Can financial inclusion reduce income inequality? Evidence from Nigeria
DOI:
https://doi.org/10.33003/fujafr-2026.v4i1.289.199-212Keywords:
Education, Financial inclusion, Income inequality, Macroeconomic variablesAbstract
Purpose: This study examines the effect of financial inclusion on income inequality in Nigeria. Specifically, it evaluates whether improvements in financial access, alongside selected macroeconomic variables, significantly influence the level of income inequality in the country.
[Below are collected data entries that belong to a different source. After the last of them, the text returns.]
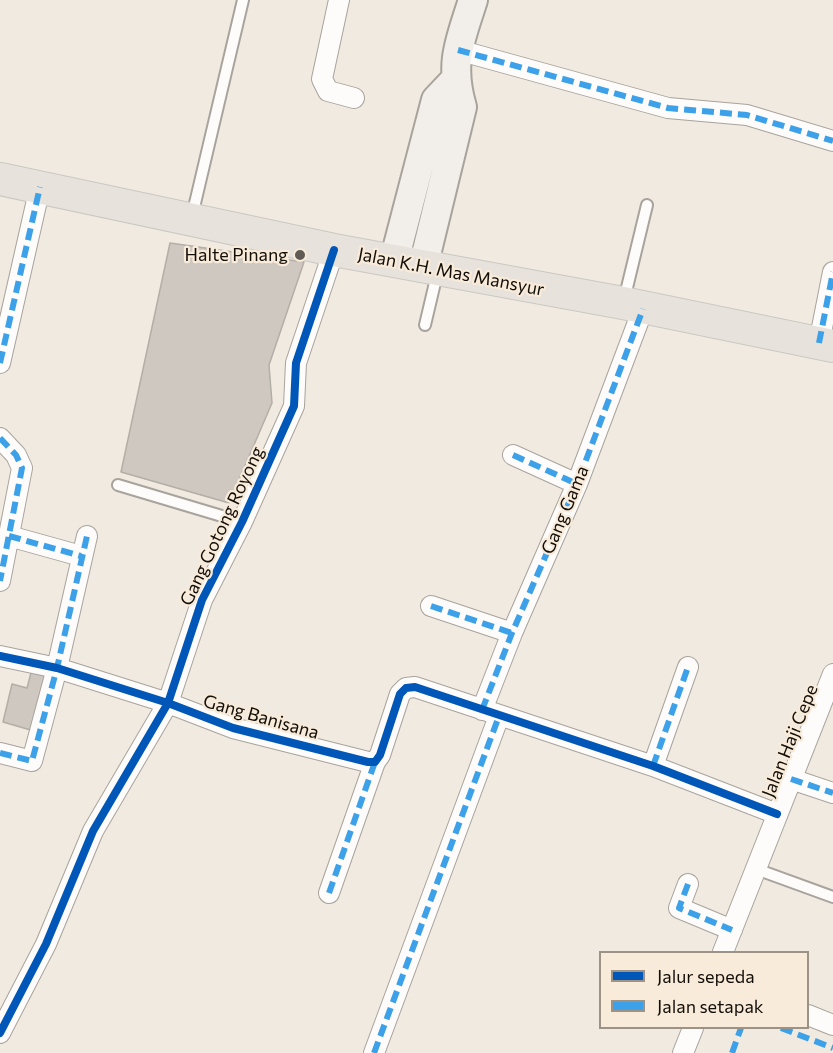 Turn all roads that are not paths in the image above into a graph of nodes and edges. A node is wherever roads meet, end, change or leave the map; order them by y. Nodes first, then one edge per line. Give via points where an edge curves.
1 (243, 0) edge
2 (339, 0) edge
3 (473, 0) edge
4 (458, 50) junction
5 (354, 98) dead end
6 (833, 141) edge
7 (0, 179) edge
8 (40, 187) junction
9 (647, 205) dead end
10 (192, 219) junction
11 (334, 250) junction
12 (418, 266) junction
13 (833, 272) edge
14 (633, 306) junction
15 (425, 325) dead end
16 (826, 345) edge
17 (0, 363) edge
18 (0, 438) edge
19 (513, 455) dead end
20 (577, 484) junction
21 (118, 485) dead end
22 (242, 522) junction
23 (9, 536) junction
24 (87, 536) dead end
25 (81, 556) junction
26 (0, 581) edge
27 (431, 606) dead end
28 (512, 633) junction
29 (0, 656) edge
30 (688, 667) dead end
31 (57, 668) junction
32 (833, 674) edge
33 (168, 703) junction
34 (490, 713) junction
35 (0, 753) edge
36 (375, 762) junction
37 (653, 766) junction
38 (791, 779) junction
39 (833, 794) edge
40 (777, 814) junction
41 (756, 869) junction
42 (688, 884) dead end
43 (329, 893) dead end
44 (833, 897) edge
45 (732, 930) junction
46 (723, 951) edge
47 (809, 1016) edge
48 (833, 1025) edge
49 (693, 1029) edge
50 (0, 1033) edge
51 (374, 1053) edge
52 (683, 1053) edge

1 - 10 lane
2 - 5 street via 322,79 328,91
3 - 4 main road
4 - 6 street via 668,108 747,115
4 - 12 main road via 454,81 436,100
7 - 8 main road, Jalan K.H. Mas Mansyur
8 - 10 main road, Jalan K.H. Mas Mansyur
8 - 17 street
9 - 14 lane
10 - 11 main road, Jalan K.H. Mas Mansyur
11 - 12 main road, Jalan K.H. Mas Mansyur
11 - 22 street, Gang Gotong Royong via 296,363 294,406
12 - 14 main road, Jalan K.H. Mas Mansyur
12 - 15 lane
13 - 16 street
14 - 16 main road, Jalan K.H. Mas Mansyur
14 - 20 street, Gang Gama
18 - 23 street via 16,455 21,468
19 - 20 street
20 - 28 street, Gang Gama
21 - 22 lane
22 - 33 street, Gang Gotong Royong via 202,600
23 - 25 street
23 - 26 street
24 - 25 street
25 - 31 street
27 - 28 street
28 - 34 street, Gang Gama
29 - 31 street, Gang Banisana
30 - 37 street
31 - 33 street, Gang Banisana
31 - 35 street via 32,761
32 - 38 street, Jalan Haji Cepe
33 - 36 street, Gang Banisana via 233,728
33 - 50 street, Gang Gotong Royong via 93,831 46,944
34 - 36 street via 415,687 406,688 400,694
34 - 37 street
34 - 51 street, Gang Gama
36 - 43 street
37 - 40 street
38 - 39 street
38 - 40 street, Jalan Haji Cepe
40 - 41 street, Jalan Haji Cepe
41 - 44 lane
41 - 45 street, Jalan Haji Cepe
42 - 45 street via 679,908
45 - 46 street, Jalan Haji Cepe
47 - 48 street
49 - 52 street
Methodology: The study adopts an ex post facto research design using annual time-series data for Nigeria. The population of the study comprises all annual macroeconomic observations relevant to financial inclusion and income inequality in Nigeria within the study period. Based on data availability and consistency across sources, the study uses annual observations covering 1985–2020. Data were obtained from the World Development Indicators, Central Bank of Nigeria Statistical Bulletin, Federal Ministry of Education reports, and the Standardized World Income Inequality Database. The study employs Ordinary Least Squares and Newey-West regression techniques for estimation.
Results and conclusion: The findings show that financial inclusion exerts a reducing effect on income inequality in Nigeria. Economic growth also contributes to inequality reduction, while inflation and real interest rate tend to worsen inequality. Government spending shows a negative but weak effect on inequality, while primary school enrolment does not exert a statistically significant short-run effect. The study concludes that financial inclusion is an important instrument for promoting a more equitable income distribution in Nigeria.
Implication of findings: The findings imply that policies aimed at expanding access to financial services, strengthening macroeconomic stability, and improving the efficiency of public spending are essential for reducing income inequality and promoting inclusive growth in Nigeria.